Und wenn’s die Bilder erstmals zum Fernsehgerät geschafft haben, stützen sie sich glückselig und erleichtert ab – und hinterlassen: Tapper.

  • Terminator Salvation – The Machinima Series: Hallo? Wer fickt hier denn wen? Wenn ich diese Schweinescheibe hätte kaufen müssen, hätte ich jemanden töten müssen. Das ist unglaublich. Da geht irgendjemand hin, zockt auf seinem 0815-TFT ein 4711-Computerspiel, zeichnet das auf und unterlegt das mit irgendwelchen passenden Dialogen, und das wird dann als Film verkauft? – Mann. Mann, Mann, Mann, Mann. Die Optik ist grottenmies, pixelig, stufig, das ist Pentium-II-Niveau, wenn es hochkommt. Die Handlung ist dämlich, die Dialoge sind dämlich, die Connor-Figur sähe gut aus, wäre sie real und von einer Schauspielerin wie der Headey gespielt, der ganze Film ist eine dermaßen dämliche Scheiße, dass ich abgebrochen habe. – Die Machinima Series bestehen anscheinend – ich habe das nicht recherchiert, weil ich mit dem Kotzen aufhören wollte – aus Strips von 10 bis 15 Minuten Länge. Die DVD fängt einfach irgendwo an, zwischendurch kommen motivationslos irgendwelche Trailer oder Vorspänne, dann geht es weiter. – Ich habe nach rund vierzig Minuten aufgegeben und mir überlegt, ob nicht das Spannendste an dem Teil wäre, das blöde Stück einfach zu löschen.

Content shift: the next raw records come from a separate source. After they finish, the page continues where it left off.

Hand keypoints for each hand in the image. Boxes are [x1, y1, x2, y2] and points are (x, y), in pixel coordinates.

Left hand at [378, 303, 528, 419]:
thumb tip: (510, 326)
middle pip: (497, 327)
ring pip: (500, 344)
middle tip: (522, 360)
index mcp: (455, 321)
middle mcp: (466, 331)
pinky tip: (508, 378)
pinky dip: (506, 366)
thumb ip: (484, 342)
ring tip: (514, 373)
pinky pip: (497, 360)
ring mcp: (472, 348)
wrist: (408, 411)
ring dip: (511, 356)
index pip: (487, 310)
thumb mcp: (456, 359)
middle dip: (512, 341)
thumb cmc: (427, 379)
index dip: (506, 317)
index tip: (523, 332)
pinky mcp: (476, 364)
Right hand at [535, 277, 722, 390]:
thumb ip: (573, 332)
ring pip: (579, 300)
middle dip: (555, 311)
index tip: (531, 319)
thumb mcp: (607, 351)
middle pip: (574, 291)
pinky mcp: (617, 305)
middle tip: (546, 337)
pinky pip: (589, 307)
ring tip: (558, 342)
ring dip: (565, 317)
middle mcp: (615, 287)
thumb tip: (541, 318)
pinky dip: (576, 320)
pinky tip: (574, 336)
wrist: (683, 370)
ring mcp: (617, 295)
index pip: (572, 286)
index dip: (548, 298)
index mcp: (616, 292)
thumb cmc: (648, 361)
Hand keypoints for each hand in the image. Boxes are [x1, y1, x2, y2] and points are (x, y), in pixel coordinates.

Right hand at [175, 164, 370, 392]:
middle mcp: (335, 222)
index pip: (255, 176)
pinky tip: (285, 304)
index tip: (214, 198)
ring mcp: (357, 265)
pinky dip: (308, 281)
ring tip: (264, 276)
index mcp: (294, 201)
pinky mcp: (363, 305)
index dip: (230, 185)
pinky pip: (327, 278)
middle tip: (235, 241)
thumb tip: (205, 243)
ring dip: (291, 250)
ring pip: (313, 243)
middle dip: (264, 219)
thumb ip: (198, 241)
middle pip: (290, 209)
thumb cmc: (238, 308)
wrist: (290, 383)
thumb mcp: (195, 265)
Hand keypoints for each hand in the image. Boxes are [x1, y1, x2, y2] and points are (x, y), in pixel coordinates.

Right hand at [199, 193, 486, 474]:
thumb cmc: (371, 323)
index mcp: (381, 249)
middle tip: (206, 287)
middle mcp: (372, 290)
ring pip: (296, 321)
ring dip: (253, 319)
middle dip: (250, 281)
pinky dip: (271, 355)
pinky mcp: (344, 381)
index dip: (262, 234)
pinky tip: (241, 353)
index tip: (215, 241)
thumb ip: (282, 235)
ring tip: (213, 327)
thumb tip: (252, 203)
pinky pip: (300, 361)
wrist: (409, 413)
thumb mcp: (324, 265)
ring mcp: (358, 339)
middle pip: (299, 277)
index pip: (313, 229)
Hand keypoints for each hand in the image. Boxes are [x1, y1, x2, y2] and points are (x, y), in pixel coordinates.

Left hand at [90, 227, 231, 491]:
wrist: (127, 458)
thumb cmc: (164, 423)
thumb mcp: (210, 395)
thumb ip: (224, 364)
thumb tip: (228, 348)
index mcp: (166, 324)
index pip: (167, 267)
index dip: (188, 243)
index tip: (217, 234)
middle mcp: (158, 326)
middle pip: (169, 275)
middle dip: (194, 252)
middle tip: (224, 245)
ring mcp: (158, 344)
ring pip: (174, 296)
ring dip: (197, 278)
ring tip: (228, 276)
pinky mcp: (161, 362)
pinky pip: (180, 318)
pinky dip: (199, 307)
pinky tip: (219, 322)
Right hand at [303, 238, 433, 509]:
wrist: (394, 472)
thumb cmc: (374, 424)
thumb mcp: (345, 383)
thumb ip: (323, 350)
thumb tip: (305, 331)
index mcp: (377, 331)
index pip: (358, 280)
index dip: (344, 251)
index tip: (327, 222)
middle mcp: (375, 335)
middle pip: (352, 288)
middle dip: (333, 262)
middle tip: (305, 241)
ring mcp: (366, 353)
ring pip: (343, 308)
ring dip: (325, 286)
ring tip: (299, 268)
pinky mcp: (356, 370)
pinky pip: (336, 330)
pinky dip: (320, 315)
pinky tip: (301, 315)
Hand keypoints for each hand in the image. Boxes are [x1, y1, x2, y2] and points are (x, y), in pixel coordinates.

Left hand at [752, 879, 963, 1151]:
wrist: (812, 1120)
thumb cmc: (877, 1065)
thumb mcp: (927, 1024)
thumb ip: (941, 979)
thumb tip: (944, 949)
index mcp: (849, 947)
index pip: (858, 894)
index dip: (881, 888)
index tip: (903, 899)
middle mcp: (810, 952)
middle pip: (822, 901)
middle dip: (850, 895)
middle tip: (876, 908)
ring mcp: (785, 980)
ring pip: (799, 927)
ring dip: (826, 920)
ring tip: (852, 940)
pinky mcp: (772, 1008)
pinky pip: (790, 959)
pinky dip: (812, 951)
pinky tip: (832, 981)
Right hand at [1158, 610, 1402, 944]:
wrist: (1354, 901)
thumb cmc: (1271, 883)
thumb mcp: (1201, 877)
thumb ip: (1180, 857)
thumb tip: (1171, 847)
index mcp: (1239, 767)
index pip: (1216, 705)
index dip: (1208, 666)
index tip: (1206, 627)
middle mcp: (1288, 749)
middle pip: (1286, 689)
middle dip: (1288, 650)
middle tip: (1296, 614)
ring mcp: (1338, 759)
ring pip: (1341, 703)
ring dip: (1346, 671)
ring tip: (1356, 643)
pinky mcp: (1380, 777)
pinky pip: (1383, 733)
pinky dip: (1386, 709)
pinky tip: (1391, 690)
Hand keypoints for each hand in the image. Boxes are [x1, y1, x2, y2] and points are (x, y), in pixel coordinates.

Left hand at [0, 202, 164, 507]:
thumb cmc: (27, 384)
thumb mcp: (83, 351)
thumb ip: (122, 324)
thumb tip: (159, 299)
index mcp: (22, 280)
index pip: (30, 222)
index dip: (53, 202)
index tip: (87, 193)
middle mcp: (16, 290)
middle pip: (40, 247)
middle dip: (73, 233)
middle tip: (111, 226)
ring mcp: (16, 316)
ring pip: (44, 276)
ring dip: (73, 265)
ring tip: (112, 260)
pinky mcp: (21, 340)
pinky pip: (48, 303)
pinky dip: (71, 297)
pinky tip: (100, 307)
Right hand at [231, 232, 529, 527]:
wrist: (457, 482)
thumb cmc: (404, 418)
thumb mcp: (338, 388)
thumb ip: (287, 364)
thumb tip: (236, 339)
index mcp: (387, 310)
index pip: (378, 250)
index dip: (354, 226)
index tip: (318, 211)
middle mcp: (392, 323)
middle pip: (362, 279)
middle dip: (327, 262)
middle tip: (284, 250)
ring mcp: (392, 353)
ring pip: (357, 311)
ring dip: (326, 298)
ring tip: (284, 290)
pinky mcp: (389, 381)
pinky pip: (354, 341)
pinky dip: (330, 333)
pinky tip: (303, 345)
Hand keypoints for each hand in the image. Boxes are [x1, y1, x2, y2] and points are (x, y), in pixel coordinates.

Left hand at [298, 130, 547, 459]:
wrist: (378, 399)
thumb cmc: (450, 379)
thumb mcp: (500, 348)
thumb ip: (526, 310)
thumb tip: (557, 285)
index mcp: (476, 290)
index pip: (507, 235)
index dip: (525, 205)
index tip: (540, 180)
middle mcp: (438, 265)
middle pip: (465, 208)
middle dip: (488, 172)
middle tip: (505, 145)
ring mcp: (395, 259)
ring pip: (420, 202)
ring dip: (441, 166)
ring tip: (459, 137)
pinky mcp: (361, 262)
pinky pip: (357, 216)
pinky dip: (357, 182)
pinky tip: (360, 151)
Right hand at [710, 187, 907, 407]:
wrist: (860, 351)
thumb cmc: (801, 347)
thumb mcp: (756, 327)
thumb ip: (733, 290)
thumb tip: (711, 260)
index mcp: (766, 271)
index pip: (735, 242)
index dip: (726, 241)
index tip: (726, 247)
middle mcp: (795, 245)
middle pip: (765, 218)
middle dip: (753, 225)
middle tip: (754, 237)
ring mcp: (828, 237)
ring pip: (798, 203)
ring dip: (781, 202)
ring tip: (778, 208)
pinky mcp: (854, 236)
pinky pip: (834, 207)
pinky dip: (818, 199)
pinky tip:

  • Der fantastische Mr. Fox: Animation. Nach meinen Infos ist das Stück komplett am Computer entstanden, jedoch wurde Stop-Motion-Technik simuliert. So sieht es jedenfalls aus. Dass der Streifen auf meiner Liste landete, liegt an den Namen der Stimmen: George Clooney, Meryl Streep, Bill Murrey, Willem Dafoe, Owen Wilson usw., lauter dicke Dinger. – Der Film selbst ist eben eine Animation, was ohne Action nicht so mein Ding ist, und Action gibt es nicht, jedenfalls nicht viel. Die Handlung ist schräg und ein klein wenig zu abgedreht, um wirklich amerikanisch zu sein. Mag man glauben. Eine amerikanische Produktion ist es trotzdem. Nach einer Geschichte von Roald Dahl. Was vielleicht eine Erklärung ist, warum der Film so seltsam wirkt. – Mein Fazit? Keine Ahnung. Unentschieden, würde ich sagen.
  • Ein Fall für die Borger: Bei dem Film fiel mir das Fazit leichter: Geil :) Die Borger (im Original heißt der Film »The Borrowers«, d. h., »Borger« wird nicht amerikanisch, sondern deutsch ausgesprochen und kommt von »borgen«, »leihen«) sind ein winziges Volk, das neben uns in den Wänden und den Zwischenböden unserer Wohnungen und Häuser lebt. John Goodman spielt in dem Film den bösen Immobilienfuzzi, der eine Familie aus ihrem Haus vertreibt, und damit eigentlich den Auslöser liefert, dass Borger und Menschen erstmals nicht nur Kontakt zueinander finden, sondern sich auch gegenseitig unterstützen, um das Unrecht zu beseitigen. – Ein niedlicher Film, dramaturgisch toll gemacht, aber ansonsten einfach nur niedlich.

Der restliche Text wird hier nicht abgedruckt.